Kay Dian Kriz. Slavery, Sugar, and the Culture of Refinement: Picturing the British West Indies, 1700-1840. Paul Mellon Centre for Studies in British Art. New Haven: Yale University Press, 2008. Illustrations. 288 pp. $75.00 (cloth), ISBN 978-0-300-14062-0.
Reviewed by Christer Petley
Published on H-Caribbean (July, 2010)
Commissioned by Clare Newstead (Nottingham Trent University)

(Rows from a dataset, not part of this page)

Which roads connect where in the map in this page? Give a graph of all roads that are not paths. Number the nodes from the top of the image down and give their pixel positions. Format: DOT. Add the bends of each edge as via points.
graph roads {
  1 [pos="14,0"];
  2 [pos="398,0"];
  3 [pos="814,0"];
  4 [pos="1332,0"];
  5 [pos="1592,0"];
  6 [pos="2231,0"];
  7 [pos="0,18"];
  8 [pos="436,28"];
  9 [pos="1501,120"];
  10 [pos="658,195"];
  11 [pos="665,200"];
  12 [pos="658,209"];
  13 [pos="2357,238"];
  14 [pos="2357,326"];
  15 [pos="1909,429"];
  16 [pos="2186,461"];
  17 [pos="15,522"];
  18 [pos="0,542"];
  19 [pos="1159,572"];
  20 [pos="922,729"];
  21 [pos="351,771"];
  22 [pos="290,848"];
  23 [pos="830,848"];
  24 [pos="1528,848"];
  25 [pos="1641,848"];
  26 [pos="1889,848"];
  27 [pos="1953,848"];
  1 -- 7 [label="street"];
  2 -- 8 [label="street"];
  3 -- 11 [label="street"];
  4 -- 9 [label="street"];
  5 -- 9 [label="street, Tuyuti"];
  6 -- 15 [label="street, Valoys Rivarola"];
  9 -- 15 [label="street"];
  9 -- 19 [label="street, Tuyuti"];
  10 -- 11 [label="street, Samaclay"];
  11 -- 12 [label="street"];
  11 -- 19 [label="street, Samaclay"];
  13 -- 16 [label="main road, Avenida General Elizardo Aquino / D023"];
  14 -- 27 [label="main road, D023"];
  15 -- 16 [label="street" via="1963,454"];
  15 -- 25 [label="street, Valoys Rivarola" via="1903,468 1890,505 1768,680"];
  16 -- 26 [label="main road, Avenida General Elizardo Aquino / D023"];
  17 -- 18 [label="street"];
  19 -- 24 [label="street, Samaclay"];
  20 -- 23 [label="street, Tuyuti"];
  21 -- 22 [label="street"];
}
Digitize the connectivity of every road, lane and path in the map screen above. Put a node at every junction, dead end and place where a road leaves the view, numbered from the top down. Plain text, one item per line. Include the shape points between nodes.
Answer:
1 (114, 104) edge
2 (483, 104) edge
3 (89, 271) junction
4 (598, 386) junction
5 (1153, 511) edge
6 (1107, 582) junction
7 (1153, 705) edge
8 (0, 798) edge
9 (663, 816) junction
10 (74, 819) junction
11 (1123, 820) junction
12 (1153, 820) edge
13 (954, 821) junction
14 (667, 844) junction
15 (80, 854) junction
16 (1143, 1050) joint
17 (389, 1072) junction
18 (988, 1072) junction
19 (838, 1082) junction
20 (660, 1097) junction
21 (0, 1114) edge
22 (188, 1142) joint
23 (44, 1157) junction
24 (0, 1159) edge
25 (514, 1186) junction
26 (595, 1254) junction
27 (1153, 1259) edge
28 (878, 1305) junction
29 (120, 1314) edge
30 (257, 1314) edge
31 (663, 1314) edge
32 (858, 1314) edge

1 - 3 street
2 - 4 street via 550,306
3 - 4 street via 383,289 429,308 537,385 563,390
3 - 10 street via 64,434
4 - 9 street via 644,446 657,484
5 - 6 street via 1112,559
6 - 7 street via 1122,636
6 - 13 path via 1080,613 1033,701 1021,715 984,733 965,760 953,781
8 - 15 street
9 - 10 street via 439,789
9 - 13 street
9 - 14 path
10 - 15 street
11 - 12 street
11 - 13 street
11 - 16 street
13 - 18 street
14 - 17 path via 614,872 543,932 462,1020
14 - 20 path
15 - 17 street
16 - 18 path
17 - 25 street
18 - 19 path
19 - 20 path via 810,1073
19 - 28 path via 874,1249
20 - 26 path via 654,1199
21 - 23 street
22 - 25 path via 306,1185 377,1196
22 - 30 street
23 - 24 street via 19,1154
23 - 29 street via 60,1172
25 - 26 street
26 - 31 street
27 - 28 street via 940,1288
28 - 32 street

Visual Cultures and Representation of the British Caribbea
In Slavery, Sugar, and the Culture of Refinement, Kay Dian Kriz seeks to explore the relationship between British society and the Caribbean by looking at visual representations of the West Indies and slavery. Kriz begins by emphasizing the need for art historians to recognize the ways in which the production of art in Britain depended on the circulation of goods, ideas, people, and money around the world. She is also particularly keen to trace the role of visual culture in the creation of a "culture of refinement" during the period of her study. She argues that the idea of "refinement," which was linked to notions of "civility" and "purity," was assessed and judged via pictorial representations of the Caribbean and of people associated with the region. Those from the metropole tended to represent the colonial periphery of the empire and its nonwhite inhabitants as rude and unrefined, although Kriz also demonstrates that these binary oppositions were never firmly set. By addressing these themes, this book helps to provide new perspectives on empire and Englishness during the long eighteenth century.
The book is divided into five substantive chapters, each of which look at the work of individual artists or groups of artists. Kriz does not seek to provide a narrative or comprehensive overview of the development of visual representations of the Caribbean. Rather, her chapters act as case studies. Each casts light on a specific moment in the history of Britain's relationship with the Caribbean, while strands of analysis seek to link the chapters together, highlighting continuities, tensions, and changes.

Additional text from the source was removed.